Patients on dialysis often suffer from muscle wasting and reduced exercise tolerance compared with the general population. The impact for this debility on the in-patient dialysis population remains unclear. The purpose of the current study was to determine the inpatient mortality and cost effects of debility between dialysis patients.


Data was extracted from the 2005 to 2012 Nationwide Inpatient Sample (NIS). Using propensity score matching, end stage renal disease (ESRD) patients with debility were matched with ESRD patients without debility at a 1:1 ratio. We compared inpatient mortality, length of stay and total hospital charges between both groups. Analyses were performed using SAS version 9.3 (SAS Institute, Cary, NC, USA).


Among 1,070,450 hospitalized ESRD patients during 2005 to 2012; only 16,810 (1.57%) were identified with debility.
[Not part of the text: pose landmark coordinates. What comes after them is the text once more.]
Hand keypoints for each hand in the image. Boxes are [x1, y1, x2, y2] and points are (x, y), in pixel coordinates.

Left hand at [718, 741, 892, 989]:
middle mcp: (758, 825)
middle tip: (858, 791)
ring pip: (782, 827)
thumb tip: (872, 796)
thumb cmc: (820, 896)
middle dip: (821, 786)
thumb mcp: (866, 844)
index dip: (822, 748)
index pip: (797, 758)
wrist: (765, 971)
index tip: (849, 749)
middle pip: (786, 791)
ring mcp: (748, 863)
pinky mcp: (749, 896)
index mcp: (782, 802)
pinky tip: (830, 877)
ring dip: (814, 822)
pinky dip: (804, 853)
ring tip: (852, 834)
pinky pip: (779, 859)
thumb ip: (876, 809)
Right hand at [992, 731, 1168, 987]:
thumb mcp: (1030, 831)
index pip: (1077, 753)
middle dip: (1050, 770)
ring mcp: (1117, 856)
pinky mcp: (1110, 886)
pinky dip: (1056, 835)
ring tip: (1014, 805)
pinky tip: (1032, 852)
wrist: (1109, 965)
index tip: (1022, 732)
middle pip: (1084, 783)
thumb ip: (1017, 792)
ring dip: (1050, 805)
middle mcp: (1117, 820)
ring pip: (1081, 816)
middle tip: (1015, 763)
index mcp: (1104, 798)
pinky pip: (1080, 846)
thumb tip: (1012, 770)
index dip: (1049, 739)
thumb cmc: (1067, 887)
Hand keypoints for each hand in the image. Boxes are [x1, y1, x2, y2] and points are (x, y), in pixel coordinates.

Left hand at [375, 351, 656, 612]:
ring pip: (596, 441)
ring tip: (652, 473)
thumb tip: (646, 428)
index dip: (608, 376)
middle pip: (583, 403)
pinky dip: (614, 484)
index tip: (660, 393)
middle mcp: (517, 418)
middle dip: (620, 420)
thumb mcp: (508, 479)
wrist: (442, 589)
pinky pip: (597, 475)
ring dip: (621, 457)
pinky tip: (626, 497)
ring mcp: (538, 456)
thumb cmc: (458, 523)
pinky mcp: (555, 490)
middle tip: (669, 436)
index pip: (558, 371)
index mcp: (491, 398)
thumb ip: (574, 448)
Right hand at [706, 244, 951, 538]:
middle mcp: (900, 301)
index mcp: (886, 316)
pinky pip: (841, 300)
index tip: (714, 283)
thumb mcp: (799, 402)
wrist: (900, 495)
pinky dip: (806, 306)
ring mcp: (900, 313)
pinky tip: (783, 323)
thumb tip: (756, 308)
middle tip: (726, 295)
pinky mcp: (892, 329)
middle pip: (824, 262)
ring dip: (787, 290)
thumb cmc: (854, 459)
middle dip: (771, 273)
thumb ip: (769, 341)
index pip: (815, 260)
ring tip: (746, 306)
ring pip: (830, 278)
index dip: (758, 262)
These patients were associated with significantly higher rate of gastrointestinal bleed (2.01 vs 1.77%; p=0.02), obesity (11.92 vs 8.37%), acute CHF (39.12 vs 33.94%; p=0.0001), Atrial fibrillation (23.11 vs 15.06%; p=0.0001) and CAD (41.74 vs 33.99; p=0.0001). Surprisingly, ESRD patients with debility had a significantly lower in-hospital mortality compared with ESRD patients without debility before (4.52 vs 5.09%; p=0.001) and after matching (4.53 vs 6.17%, p = 0.0001). Mean length of stay for those with debility was 11.12 days compared with 7.53 days (p < 0.0001). Similarly, mean hospital charges were greater for those who had debility compared with control ($69,596 vs $57,752; p < 0.001).


Debility in dialysis patients appears to have a lower in hospital mortality compared to more conditioned ESRD patients. It does however increase the costs and length of stay. Interventions to lower debility may help reduce hospital expenditures.